しばらくすると隣の椅子が引かれる。そしてその前の席の子と楽しそうに話しだす。

「いいな修学旅行」

「高三で行くなんて遅いでしょ?変なんだようちの学校」

苦笑気味に、でもやはり楽しそうに言う。

「楽しそうで羨ましいよ!わたしの学校そんな自由じゃないし」

「そうかなーってかわたしが規則把握してないだけかも」

「なんか葛西さんっておもしろいね」

そう言って笑う前の席の子に顔をしかめてあの子が言う。

「かなちゃん!七菜でいいって。わたしさん付け苦手なの。」

いきなり名前で呼ばれたからか、名前で呼んでと言われたからかわからないがかなちゃんと呼ばれた彼女はすごく驚いた顔をしたあと嬉しそうに「うん!」と言ったところで先生が入ってくる。

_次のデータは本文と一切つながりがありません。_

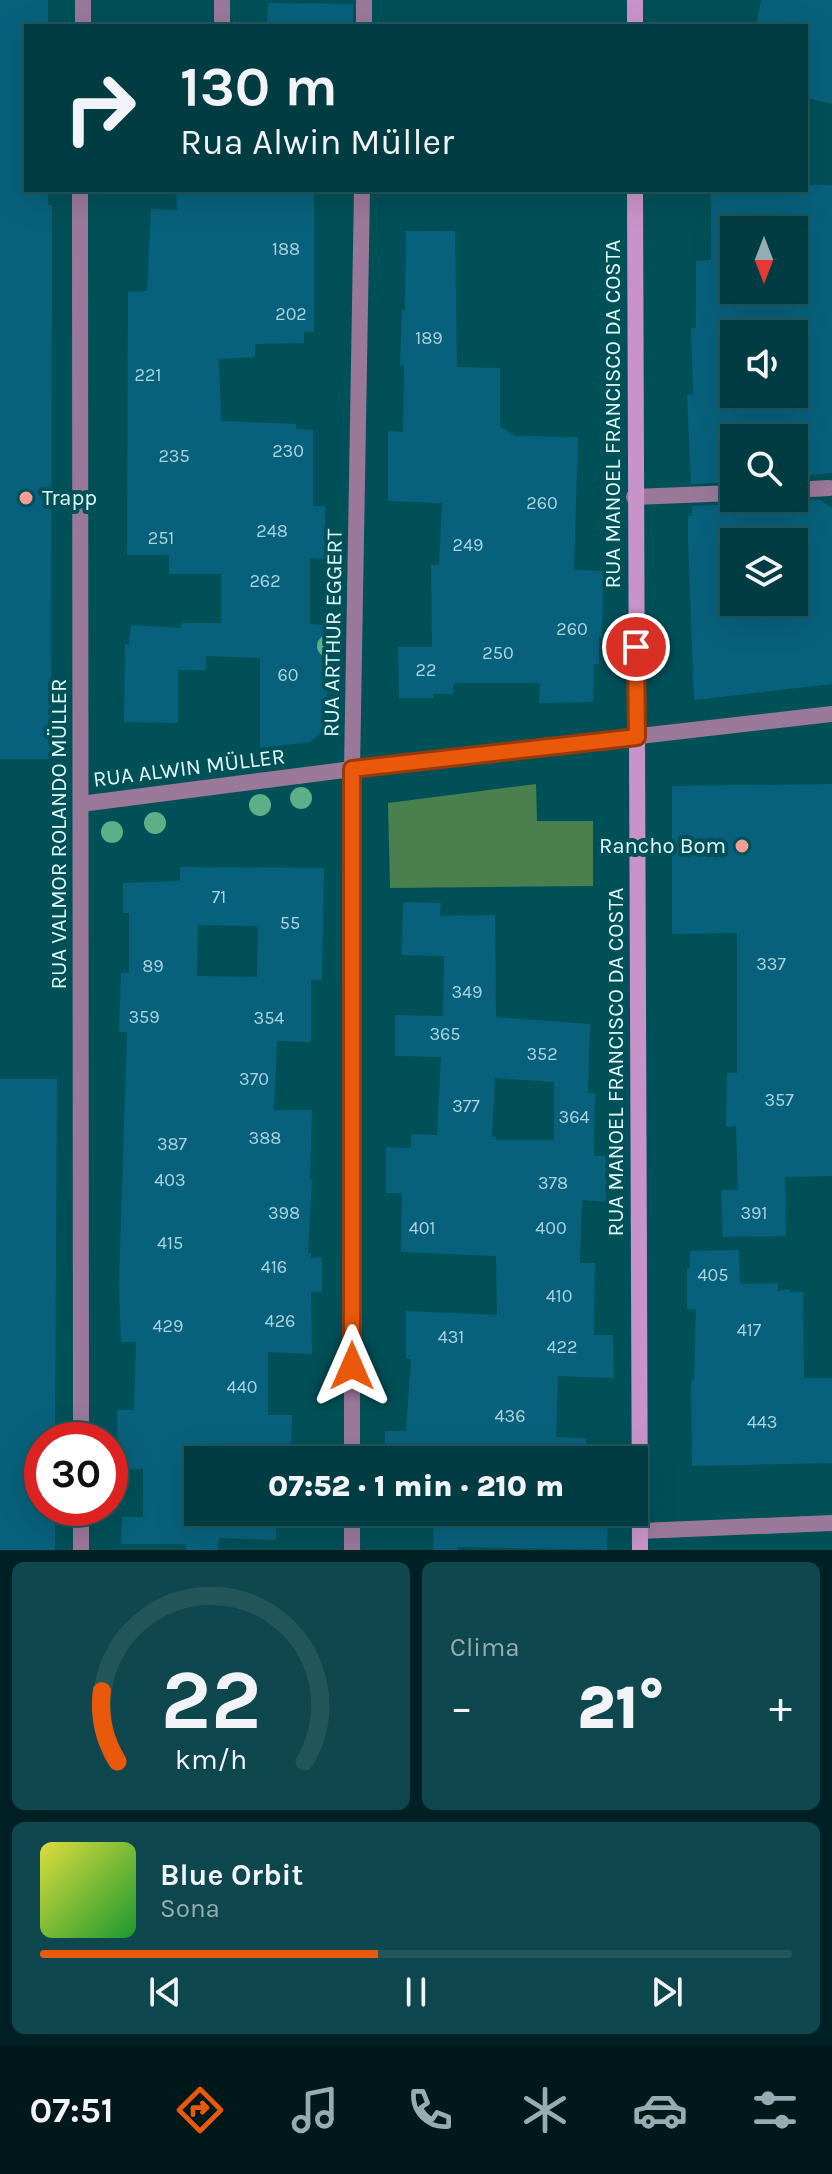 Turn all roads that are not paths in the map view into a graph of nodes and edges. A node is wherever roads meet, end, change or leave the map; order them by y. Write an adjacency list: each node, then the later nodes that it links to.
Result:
1 (83, 0): 5 (street)
2 (222, 0): 6 (street)
3 (364, 0): 7 (street)
4 (635, 0): 8 (main road)
5 (83, 24)
6 (222, 24)
7 (364, 24)
8 (635, 24)
9 (80, 192): 19 (street, RUA VALMOR ROLANDO MÜLLER)
10 (362, 192): 18 (street, RUA ARTHUR EGGERT)
11 (635, 192): 15 (main road, RUA MANOEL FRANCISCO DA COSTA)
12 (829, 488): 13 (street)
13 (808, 489)
14 (720, 494): 15 (street)
15 (634, 497): 17 (main road, RUA MANOEL FRANCISCO DA COSTA)
16 (832, 714): 17 (street, RUA ALWIN MÜLLER)
17 (637, 737): 18 (street, RUA ALWIN MÜLLER); 25 (main road, RUA MANOEL FRANCISCO DA COSTA)
18 (352, 769): 19 (street, RUA ALWIN MÜLLER); 21 (street, RUA ARTHUR EGGERT)
19 (81, 804): 20 (street, RUA VALMOR ROLANDO MÜLLER)
20 (81, 1422)
21 (352, 1446)
22 (832, 1523): 25 (street)
23 (81, 1526): 26 (street)
24 (352, 1526): 27 (street)
25 (641, 1531): 28 (main road, RUA MANOEL FRANCISCO DA COSTA)
26 (81, 1550)
27 (352, 1550)
28 (640, 1550) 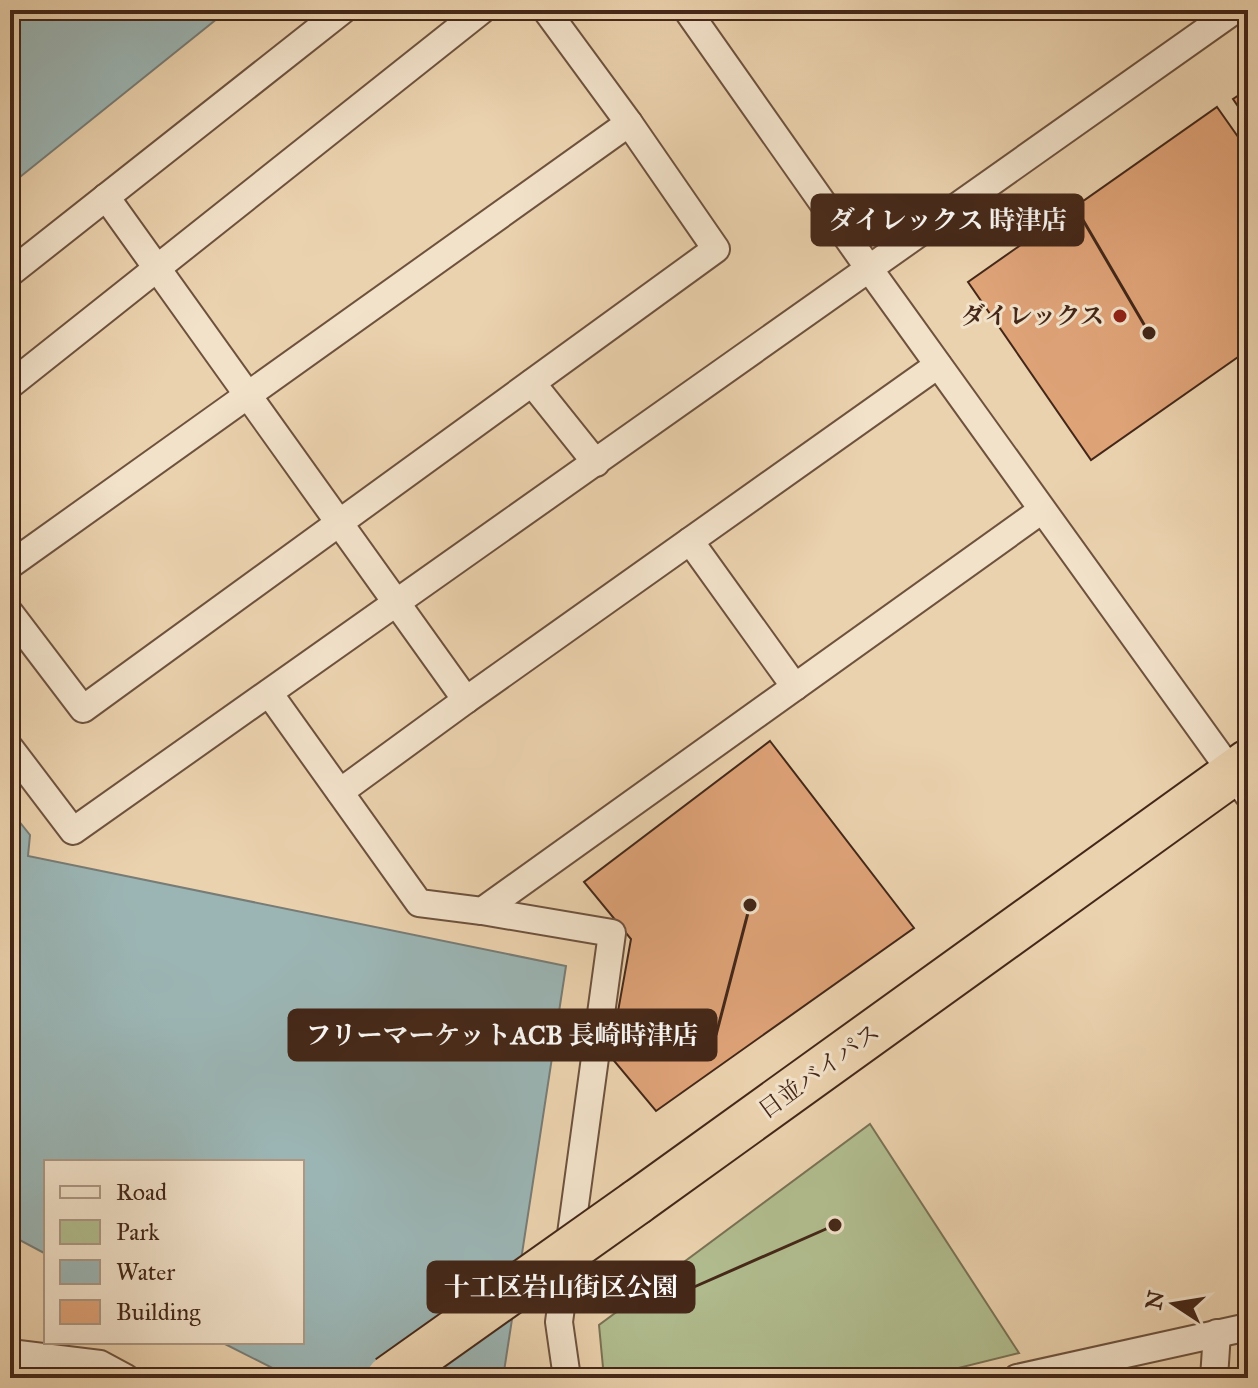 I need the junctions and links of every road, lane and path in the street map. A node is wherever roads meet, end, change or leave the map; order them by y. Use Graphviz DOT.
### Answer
graph roads {
  1 [pos="343,10"];
  2 [pos="482,10"];
  3 [pos="546,10"];
  4 [pos="687,10"];
  5 [pos="1235,10"];
  6 [pos="629,123"];
  7 [pos="106,197"];
  8 [pos="157,268"];
  9 [pos="870,270"];
  10 [pos="10,273"];
  11 [pos="938,365"];
  12 [pos="532,383"];
  13 [pos="10,385"];
  14 [pos="248,395"];
  15 [pos="596,463"];
  16 [pos="1042,510"];
  17 [pos="340,523"];
  18 [pos="690,541"];
  19 [pos="10,565"];
  20 [pos="397,603"];
  21 [pos="10,613"];
  22 [pos="795,687"];
  23 [pos="269,693"];
  24 [pos="466,700"];
  25 [pos="10,748"];
  26 [pos="1243,777"];
  27 [pos="340,792"];
  28 [pos="482,911"];
  29 [pos="1248,1327"];
  30 [pos="1217,1333"];
  31 [pos="10,1353"];
  32 [pos="1049,1375"];
  33 [pos="126,1378"];
  34 [pos="389,1378"];
  35 [pos="567,1378"];
  36 [pos="1017,1378"];
  37 [pos="1214,1378"];
  1 -- 7 [label="street"];
  2 -- 8 [label="street"];
  3 -- 6 [label="street"];
  4 -- 9 [label="street"];
  5 -- 9 [label="street"];
  6 -- 12 [label="street"];
  6 -- 14 [label="street"];
  7 -- 8 [label="street"];
  7 -- 10 [label="street"];
  8 -- 13 [label="street"];
  8 -- 14 [label="street"];
  9 -- 11 [label="street"];
  9 -- 15 [label="street"];
  11 -- 16 [label="street"];
  11 -- 18 [label="street"];
  12 -- 15 [label="street"];
  12 -- 17 [label="street"];
  14 -- 17 [label="street"];
  14 -- 19 [label="street"];
  15 -- 20 [label="street"];
  16 -- 22 [label="street"];
  16 -- 26 [label="street"];
  17 -- 20 [label="street"];
  17 -- 21 [label="street"];
  18 -- 22 [label="street"];
  18 -- 24 [label="street"];
  20 -- 23 [label="street"];
  20 -- 24 [label="street"];
  22 -- 28 [label="street"];
  23 -- 25 [label="street"];
  23 -- 27 [label="street"];
  24 -- 27 [label="street"];
  26 -- 34 [label="highway, 日並バイパス, bridge"];
  27 -- 28 [label="street"];
  28 -- 35 [label="street"];
  29 -- 30 [label="street"];
  30 -- 32 [label="street"];
  30 -- 37 [label="street"];
  31 -- 33 [label="street"];
  32 -- 36 [label="street"];
} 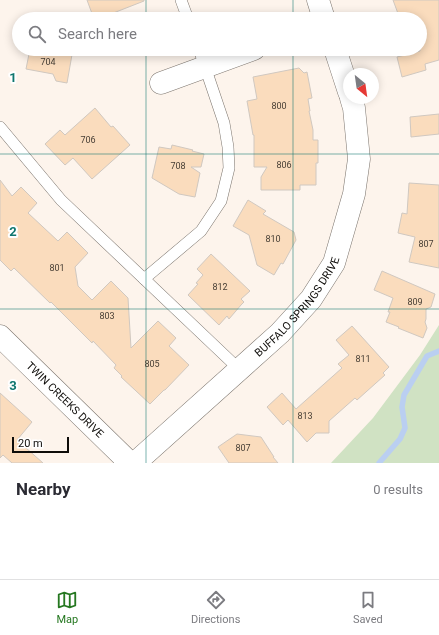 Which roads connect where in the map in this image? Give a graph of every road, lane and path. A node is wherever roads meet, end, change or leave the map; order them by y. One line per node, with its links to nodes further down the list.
1 (181, 0): 3 (lane)
2 (318, 0): 4 (street)
3 (185, 12)
4 (322, 12)
5 (214, 56): 7 (street)
6 (336, 56): 8 (street)
7 (202, 58): 9 (street); 12 (lane)
8 (343, 75)
9 (161, 83)
10 (353, 104): 14 (street, BUFFALO SPRINGS DRIVE)
11 (0, 127): 12 (lane)
12 (144, 279): 14 (lane)
13 (0, 336): 15 (street, TWIN CREEKS DRIVE)
14 (240, 370): 16 (street, BUFFALO SPRINGS DRIVE)
15 (130, 463)
16 (135, 463)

休憩時間も大山と渋川の塊の視線を分かってるのか分かってないのかまた他の子たちに楽しそうにお土産話。先週とのギャップについていけない俺が杉村たちに聞くと、

「先週葛西が先生に当てられた時にした返答がおもしろくてさ」

いつのまにか"さん"がとれてる。

「そうそう。それでもうなんか素を出すことにしたらしい」

「なんて言ったの?」

「物理わかんなきゃわかんないと思う」

思いだし笑いをする二人にいらっとする。知りたい、あの子のこと。


俺は基本的に人見知りしない。塾の女子にだって普通に話しかけるけど、なんだかあの子にいきなり話しかけることにはなぜか躊躇してしまう。





あのときのような、人が自然と集まる雰囲気は今でもきっと変わっていないだろう。